Copy every entry exactly as given, minus the images.

=== Input ===

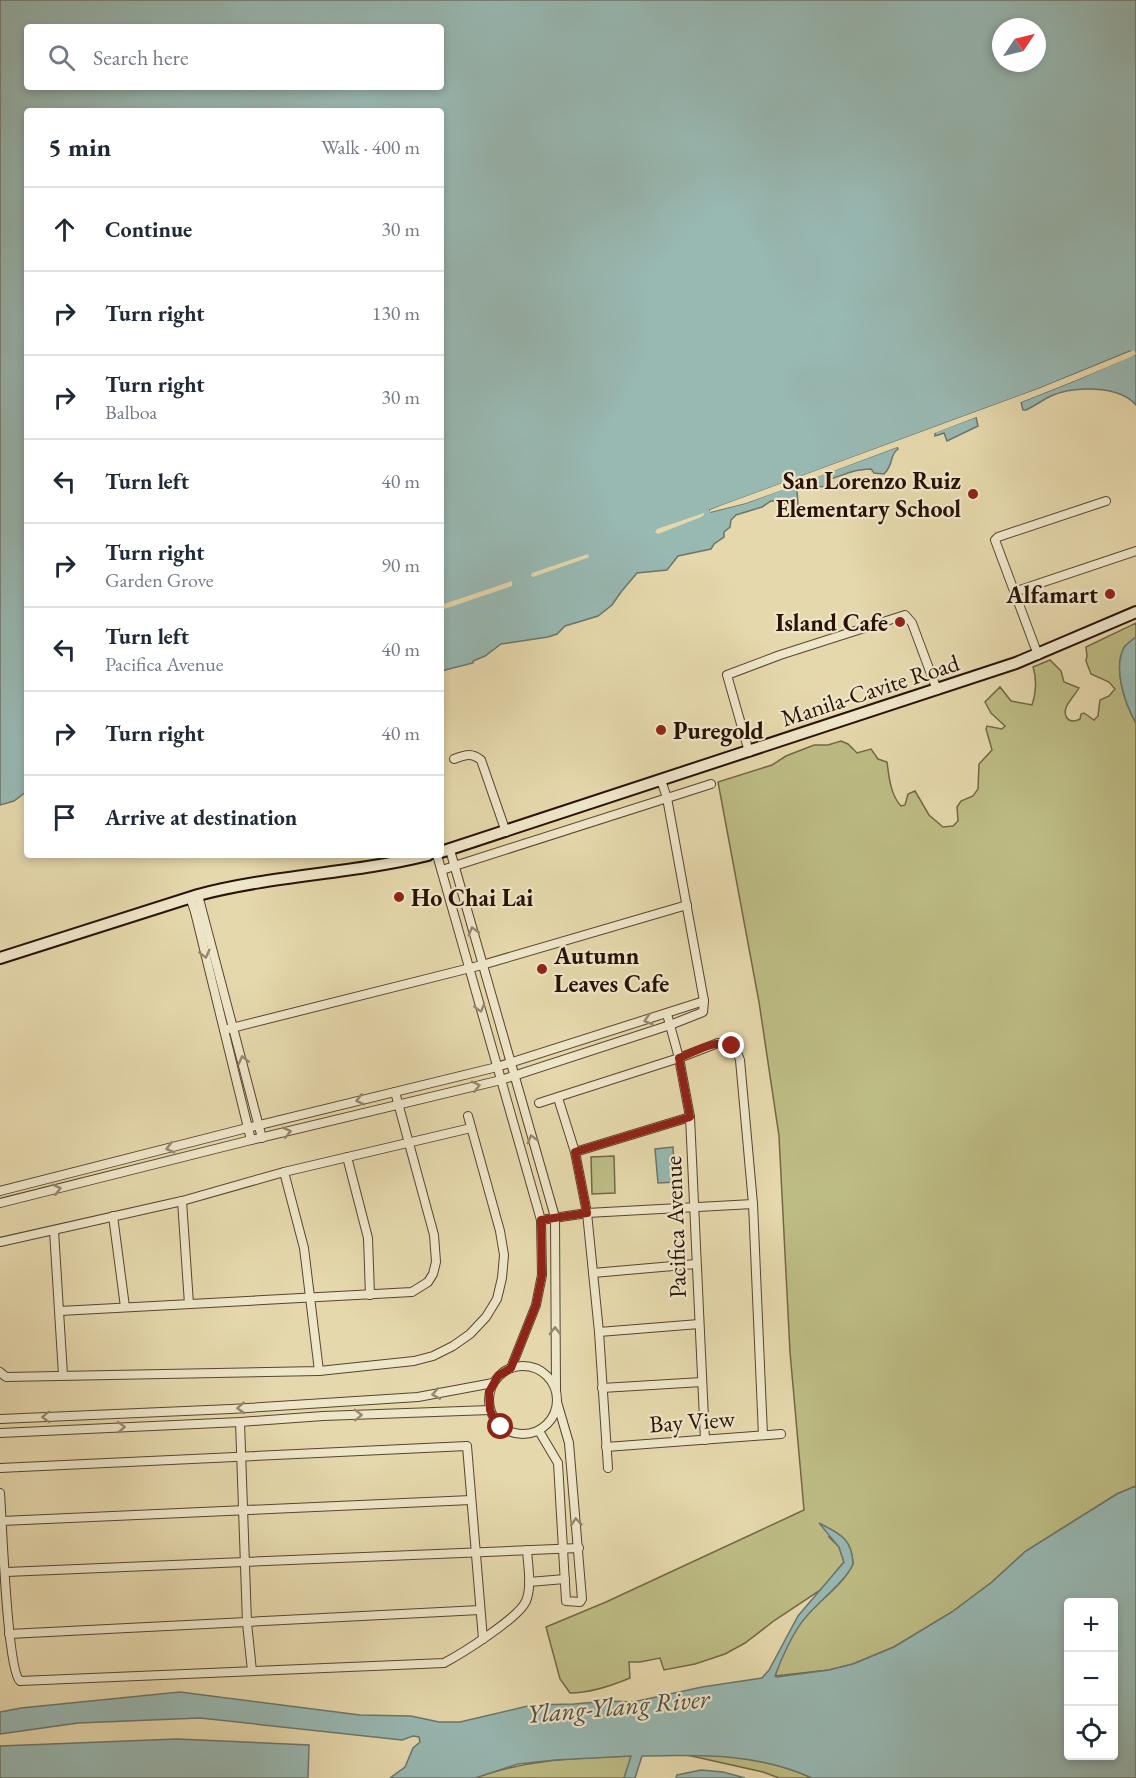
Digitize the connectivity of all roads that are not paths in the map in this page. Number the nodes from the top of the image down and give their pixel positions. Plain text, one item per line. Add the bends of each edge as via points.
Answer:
1 (1106, 501) dead end
2 (1136, 551) edge
3 (1014, 592) junction
4 (1136, 612) edge
5 (1038, 655) junction
6 (937, 690) junction
7 (748, 752) junction
8 (454, 759) dead end
9 (661, 780) junction
10 (711, 784) dead end
11 (667, 798) junction
12 (506, 832) junction
13 (446, 851) edge
14 (416, 858) edge
15 (438, 858) edge
16 (455, 867) junction
17 (442, 870) junction
18 (194, 896) junction
19 (687, 905) junction
20 (0, 958) edge
21 (482, 965) junction
22 (469, 968) junction
23 (704, 1001) junction
24 (667, 1014) junction
25 (670, 1025) junction
26 (234, 1028) junction
27 (224, 1030) junction
28 (679, 1058) junction
29 (510, 1062) junction
30 (497, 1067) junction
31 (514, 1076) junction
32 (501, 1080) junction
33 (395, 1092) junction
34 (558, 1098) junction
35 (539, 1103) dead end
36 (399, 1105) junction
37 (468, 1116) dead end
38 (690, 1117) junction
39 (259, 1125) junction
40 (247, 1128) junction
41 (471, 1128) junction
42 (262, 1138) junction
43 (250, 1140) junction
44 (409, 1142) junction
45 (575, 1152) junction
46 (347, 1157) junction
47 (284, 1172) junction
48 (0, 1191) edge
49 (182, 1201) junction
50 (0, 1203) edge
51 (753, 1204) junction
52 (695, 1208) junction
53 (587, 1213) junction
54 (113, 1216) junction
55 (555, 1217) junction
56 (541, 1220) junction
57 (54, 1231) junction
58 (0, 1242) edge
59 (696, 1264) junction
60 (593, 1273) junction
61 (370, 1294) junction
62 (309, 1299) junction
63 (189, 1304) junction
64 (125, 1307) junction
65 (60, 1311) junction
66 (699, 1324) junction
67 (599, 1332) junction
68 (511, 1368) junction
69 (319, 1371) junction
70 (0, 1372) edge
71 (63, 1375) junction
72 (702, 1382) junction
73 (493, 1383) junction
74 (555, 1389) junction
75 (602, 1389) junction
76 (557, 1402) junction
77 (322, 1404) junction
78 (490, 1410) junction
79 (323, 1416) junction
80 (0, 1419) edge
81 (240, 1422) junction
82 (539, 1431) junction
83 (0, 1433) edge
84 (781, 1434) dead end
85 (763, 1435) junction
86 (705, 1440) junction
87 (606, 1447) junction
88 (241, 1458) junction
89 (0, 1468) edge
90 (608, 1468) dead end
91 (0, 1493) edge
92 (471, 1500) junction
93 (243, 1511) junction
94 (2, 1521) junction
95 (579, 1548) junction
96 (563, 1549) junction
97 (527, 1550) junction
98 (475, 1553) junction
99 (245, 1563) junction
100 (6, 1572) junction
101 (565, 1579) junction
102 (529, 1582) junction
103 (480, 1610) junction
104 (247, 1623) junction
105 (9, 1634) junction
106 (483, 1639) junction
107 (252, 1671) junction

1 - 3 street via 996,538
2 - 3 street
3 - 5 street
4 - 5 main road, Manila-Cavite Road
5 - 6 main road, Manila-Cavite Road
6 - 7 main road, Manila-Cavite Road
6 - 7 street via 912,623 905,615 780,655 728,675
7 - 9 main road, Manila-Cavite Road
8 - 12 street via 469,754 481,760
9 - 11 street
9 - 12 main road, Manila-Cavite Road
10 - 11 street
11 - 16 street
11 - 19 street
12 - 13 main road, Manila-Cavite Road
13 - 16 street
14 - 18 main road via 226,887
15 - 17 street
16 - 17 street
21 -> 16 street
17 - 22 street
18 - 20 main road
18 - 26 street
18 -> 27 street
19 - 21 street
19 - 23 street
21 - 22 street
21 - 29 street
22 - 26 street
22 -> 30 street
23 - 24 street
23 - 25 street via 703,1012
24 - 25 street, Pacifica Avenue
24 -> 29 street
25 - 28 street, Pacifica Avenue
25 - 31 street
26 - 27 street
39 -> 26 street
27 - 40 street
28 - 34 street
28 - 38 street, Pacifica Avenue
28 - 51 street via 718,1042 728,1043 736,1050
29 - 30 street
29 - 31 street
30 - 32 street
30 - 33 street
31 - 32 street
55 -> 31 street
36 -> 32 street
32 - 56 street
33 - 36 street
33 -> 39 street
34 - 35 street
34 - 45 street
42 -> 36 street
36 - 44 street
37 - 41 street
38 - 45 street
38 - 52 street, Pacifica Avenue
39 - 40 street
39 - 42 street
40 - 43 street
40 -> 48 street
41 - 44 street
41 - 69 street via 504,1255 496,1299 486,1317 470,1334 433,1356
42 - 43 street
50 -> 43 street
44 - 46 street
44 - 61 street via 434,1235 436,1262 428,1282 412,1292
45 - 53 street
46 - 47 street
46 - 61 street via 368,1238
47 - 49 street
47 - 62 street via 304,1248
49 - 54 street
49 - 63 street
51 - 52 street
51 - 85 street
52 - 53 street
52 - 59 street, Pacifica Avenue
53 - 55 street
53 - 60 street
54 - 57 street
54 - 64 street
55 - 56 street
74 -> 55 street
56 - 68 street via 542,1275 536,1305
57 - 58 street
57 - 65 street
59 - 60 street
59 - 66 street, Pacifica Avenue
60 - 67 street
61 - 62 street
62 - 63 street
62 - 69 street
63 - 64 street
64 - 65 street
65 - 71 street
66 - 67 street
66 - 72 street, Pacifica Avenue
67 - 75 street
68 - 73 street
68 - 74 street via 533,1367 543,1372
69 - 71 street
70 - 71 street via 6,1377
72 - 75 street
72 - 86 street, Pacifica Avenue
73 -> 77 street via 418,1397
73 - 78 street
74 - 76 street
75 - 87 street
76 - 82 street via 549,1423
95 -> 76 street via 569,1443
77 - 79 street
77 -> 80 street
79 -> 78 street
78 - 82 street via 501,1427 510,1432
79 - 81 street
83 -> 81 street
81 - 88 street
82 - 96 street via 558,1462
84 - 85 street, Bay View
85 - 86 street, Bay View
86 - 87 street, Bay View
87 - 90 street
88 - 89 street
88 - 92 street via 467,1446
88 - 93 street
91 - 94 street
92 - 93 street
92 - 98 street
93 - 94 street
93 - 99 street
94 - 100 street
95 - 96 street
95 - 101 street via 581,1601 566,1602
96 - 97 street
96 - 101 street
97 - 98 street
97 - 102 street
98 - 99 street
98 - 103 street
99 - 100 street
99 - 104 street
100 - 105 street
101 - 102 street
102 - 106 street via 527,1599 521,1608
103 - 104 street
103 - 106 street
104 - 105 street
104 - 107 street
105 - 107 street via 15,1675 20,1681
106 - 107 street via 444,1663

===

Exercise solution:
Digitize the connectivity of all roads that are not paths in the map in this page. Number the nodes from the top of the image down and give their pixel positions. Plain text, one item per line. Add the bends of each edge as via points.
Answer:
1 (1106, 501) dead end
2 (1136, 551) edge
3 (1014, 592) junction
4 (1136, 612) edge
5 (1038, 655) junction
6 (937, 690) junction
7 (748, 752) junction
8 (454, 759) dead end
9 (661, 780) junction
10 (711, 784) dead end
11 (667, 798) junction
12 (506, 832) junction
13 (446, 851) edge
14 (416, 858) edge
15 (438, 858) edge
16 (455, 867) junction
17 (442, 870) junction
18 (194, 896) junction
19 (687, 905) junction
20 (0, 958) edge
21 (482, 965) junction
22 (469, 968) junction
23 (704, 1001) junction
24 (667, 1014) junction
25 (670, 1025) junction
26 (234, 1028) junction
27 (224, 1030) junction
28 (679, 1058) junction
29 (510, 1062) junction
30 (497, 1067) junction
31 (514, 1076) junction
32 (501, 1080) junction
33 (395, 1092) junction
34 (558, 1098) junction
35 (539, 1103) dead end
36 (399, 1105) junction
37 (468, 1116) dead end
38 (690, 1117) junction
39 (259, 1125) junction
40 (247, 1128) junction
41 (471, 1128) junction
42 (262, 1138) junction
43 (250, 1140) junction
44 (409, 1142) junction
45 (575, 1152) junction
46 (347, 1157) junction
47 (284, 1172) junction
48 (0, 1191) edge
49 (182, 1201) junction
50 (0, 1203) edge
51 (753, 1204) junction
52 (695, 1208) junction
53 (587, 1213) junction
54 (113, 1216) junction
55 (555, 1217) junction
56 (541, 1220) junction
57 (54, 1231) junction
58 (0, 1242) edge
59 (696, 1264) junction
60 (593, 1273) junction
61 (370, 1294) junction
62 (309, 1299) junction
63 (189, 1304) junction
64 (125, 1307) junction
65 (60, 1311) junction
66 (699, 1324) junction
67 (599, 1332) junction
68 (511, 1368) junction
69 (319, 1371) junction
70 (0, 1372) edge
71 (63, 1375) junction
72 (702, 1382) junction
73 (493, 1383) junction
74 (555, 1389) junction
75 (602, 1389) junction
76 (557, 1402) junction
77 (322, 1404) junction
78 (490, 1410) junction
79 (323, 1416) junction
80 (0, 1419) edge
81 (240, 1422) junction
82 (539, 1431) junction
83 (0, 1433) edge
84 (781, 1434) dead end
85 (763, 1435) junction
86 (705, 1440) junction
87 (606, 1447) junction
88 (241, 1458) junction
89 (0, 1468) edge
90 (608, 1468) dead end
91 (0, 1493) edge
92 (471, 1500) junction
93 (243, 1511) junction
94 (2, 1521) junction
95 (579, 1548) junction
96 (563, 1549) junction
97 (527, 1550) junction
98 (475, 1553) junction
99 (245, 1563) junction
100 (6, 1572) junction
101 (565, 1579) junction
102 (529, 1582) junction
103 (480, 1610) junction
104 (247, 1623) junction
105 (9, 1634) junction
106 (483, 1639) junction
107 (252, 1671) junction

1 - 3 street via 996,538
2 - 3 street
3 - 5 street
4 - 5 main road, Manila-Cavite Road
5 - 6 main road, Manila-Cavite Road
6 - 7 main road, Manila-Cavite Road
6 - 7 street via 912,623 905,615 780,655 728,675
7 - 9 main road, Manila-Cavite Road
8 - 12 street via 469,754 481,760
9 - 11 street
9 - 12 main road, Manila-Cavite Road
10 - 11 street
11 - 16 street
11 - 19 street
12 - 13 main road, Manila-Cavite Road
13 - 16 street
14 - 18 main road via 226,887
15 - 17 street
16 - 17 street
21 -> 16 street
17 - 22 street
18 - 20 main road
18 - 26 street
18 -> 27 street
19 - 21 street
19 - 23 street
21 - 22 street
21 - 29 street
22 - 26 street
22 -> 30 street
23 - 24 street
23 - 25 street via 703,1012
24 - 25 street, Pacifica Avenue
24 -> 29 street
25 - 28 street, Pacifica Avenue
25 - 31 street
26 - 27 street
39 -> 26 street
27 - 40 street
28 - 34 street
28 - 38 street, Pacifica Avenue
28 - 51 street via 718,1042 728,1043 736,1050
29 - 30 street
29 - 31 street
30 - 32 street
30 - 33 street
31 - 32 street
55 -> 31 street
36 -> 32 street
32 - 56 street
33 - 36 street
33 -> 39 street
34 - 35 street
34 - 45 street
42 -> 36 street
36 - 44 street
37 - 41 street
38 - 45 street
38 - 52 street, Pacifica Avenue
39 - 40 street
39 - 42 street
40 - 43 street
40 -> 48 street
41 - 44 street
41 - 69 street via 504,1255 496,1299 486,1317 470,1334 433,1356
42 - 43 street
50 -> 43 street
44 - 46 street
44 - 61 street via 434,1235 436,1262 428,1282 412,1292
45 - 53 street
46 - 47 street
46 - 61 street via 368,1238
47 - 49 street
47 - 62 street via 304,1248
49 - 54 street
49 - 63 street
51 - 52 street
51 - 85 street
52 - 53 street
52 - 59 street, Pacifica Avenue
53 - 55 street
53 - 60 street
54 - 57 street
54 - 64 street
55 - 56 street
74 -> 55 street
56 - 68 street via 542,1275 536,1305
57 - 58 street
57 - 65 street
59 - 60 street
59 - 66 street, Pacifica Avenue
60 - 67 street
61 - 62 street
62 - 63 street
62 - 69 street
63 - 64 street
64 - 65 street
65 - 71 street
66 - 67 street
66 - 72 street, Pacifica Avenue
67 - 75 street
68 - 73 street
68 - 74 street via 533,1367 543,1372
69 - 71 street
70 - 71 street via 6,1377
72 - 75 street
72 - 86 street, Pacifica Avenue
73 -> 77 street via 418,1397
73 - 78 street
74 - 76 street
75 - 87 street
76 - 82 street via 549,1423
95 -> 76 street via 569,1443
77 - 79 street
77 -> 80 street
79 -> 78 street
78 - 82 street via 501,1427 510,1432
79 - 81 street
83 -> 81 street
81 - 88 street
82 - 96 street via 558,1462
84 - 85 street, Bay View
85 - 86 street, Bay View
86 - 87 street, Bay View
87 - 90 street
88 - 89 street
88 - 92 street via 467,1446
88 - 93 street
91 - 94 street
92 - 93 street
92 - 98 street
93 - 94 street
93 - 99 street
94 - 100 street
95 - 96 street
95 - 101 street via 581,1601 566,1602
96 - 97 street
96 - 101 street
97 - 98 street
97 - 102 street
98 - 99 street
98 - 103 street
99 - 100 street
99 - 104 street
100 - 105 street
101 - 102 street
102 - 106 street via 527,1599 521,1608
103 - 104 street
103 - 106 street
104 - 105 street
104 - 107 street
105 - 107 street via 15,1675 20,1681
106 - 107 street via 444,1663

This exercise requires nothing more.